Tu es trop naïf de me faire confiance si facilement pensa-t-il, déjà étourdi par les vapeurs du jasmin. Il aurait pu ne faire qu'une bouchée de ce corps alangui, s'il l'avait décidé. Cette perspective, synonyme de folie, était bannie dans les catacombes d'un passé interdit. Son présent, lui, était pavé d'impossibles ; éternel, sans échappatoire, aussi infini et âpre qu'un aride désert.
D'un geste délicat et prudent, il remonta le tee-shirt de Suni, découvrant des kilomètres de peau soyeuse. Il détourna les yeux, s'efforçant de rester concentré sur sa tâche, laquelle était de soigner, et non d'infliger davantage de souffrance.
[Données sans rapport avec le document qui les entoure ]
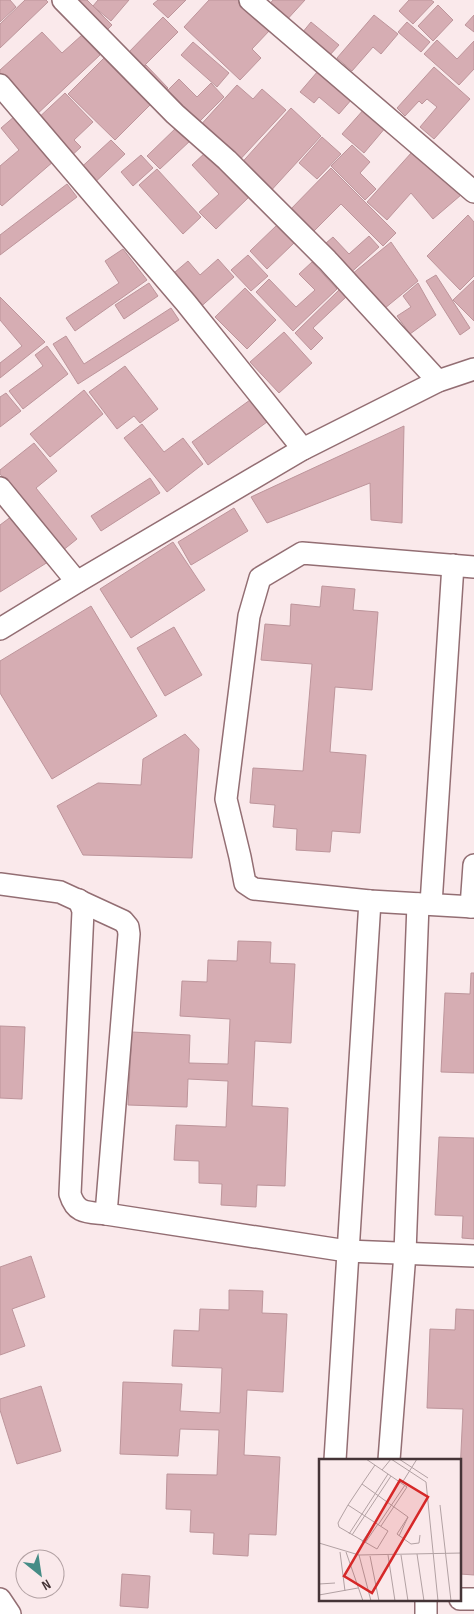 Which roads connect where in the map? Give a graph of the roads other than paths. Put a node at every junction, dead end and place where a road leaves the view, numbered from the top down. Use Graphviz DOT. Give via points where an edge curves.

Au mépris de sa propre volonté – ne pas céder aux sirènes du vice –, il ne put s'empêcher de dévorer du regard les courbes veloutées, que le tissu fluide du short épousait sans mystère. Son désir s'éveillait ; un fil de feu frisela son épiderme glacé. Mais il le combattit sans mal, habitué depuis longtemps à rester maître de lui-même.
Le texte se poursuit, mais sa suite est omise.